Sometimes, getting out of the classroom and putting what you learned to the test is the best way to really understand the concept. At least, that is what some of the students in the Western Civilization class at The Baptist College of Florida (BCF) determined on Tuesday. After discussing the Hoplite formation developed by the ancient Greeks of Sparta, BCF Dean of Students and History Professor Roger Richards took his students outside to demonstrate exactly how effective this form of warfare really was.

Richards divided the class into two groups, with one group outnumbering the other by about two to one. The smaller group, he placed into a small Hoplite phalanx, where the “soldiers” would have interlocked arms and supported by the soldiers in the rear. To really illustrate the point, Richards took the smallest class members and placed them on the front line. According to Richards, in reality, they would have been protected by shields, but at least they had the support of the others standing behind them. After they were placed in formation, Richards instructed the larger group to push the smaller group down the hill into the small pond behind them. They enthusiastically began pushing, but quickly discovered that even though they had the advantage of numbers and pushing down-hill, the task was not as easy as they thought. BCF Senior Haden Keough said, “The was the best class ever!”

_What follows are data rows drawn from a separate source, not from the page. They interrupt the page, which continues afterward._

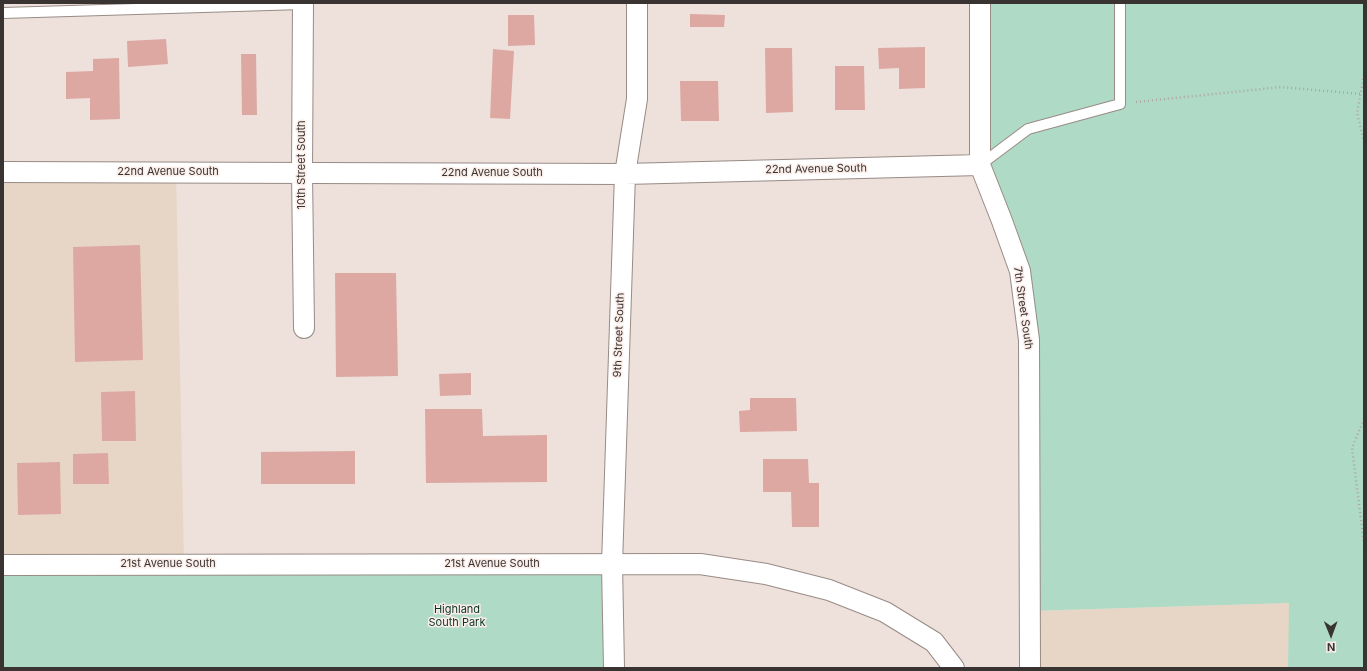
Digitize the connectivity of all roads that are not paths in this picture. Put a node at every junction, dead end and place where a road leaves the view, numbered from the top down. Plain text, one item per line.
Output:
1 (636, 3) edge
2 (980, 3) edge
3 (1120, 3) edge
4 (303, 4) edge
5 (3, 13) edge
6 (980, 165) junction
7 (3, 172) edge
8 (302, 172) junction
9 (625, 174) junction
10 (304, 328) dead end
11 (3, 564) edge
12 (612, 564) junction
13 (614, 668) edge
14 (954, 668) edge
15 (1030, 668) edge

1 - 9 street, 9th Street South
2 - 6 street, 7th Street South
3 - 6 lane
4 - 5 lane
4 - 8 street, 10th Street South
6 - 9 street, 22nd Avenue South
6 - 15 street, 7th Street South
7 - 8 street, 22nd Avenue South
8 - 9 street, 22nd Avenue South
8 - 10 street, 10th Street South
9 - 12 street, 9th Street South
11 - 12 street, 21st Avenue South
12 - 13 street, 9th Street South
12 - 14 street, 21st Avenue South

“The reason this formation was so effective is because each person functions as a part of the larger unit, not as individuals,” acknowledged Richards. “The entire group was able to understand how strategically we function best when we work together, rather than just looking out for individual interests.” Richards likened the illustration to what the church does when Christians work together in harmony, rather than just trying to function as individuals. “It is not enough just to be focused on a common goal; we need to work in harmony to be the most productive,” stated Richards.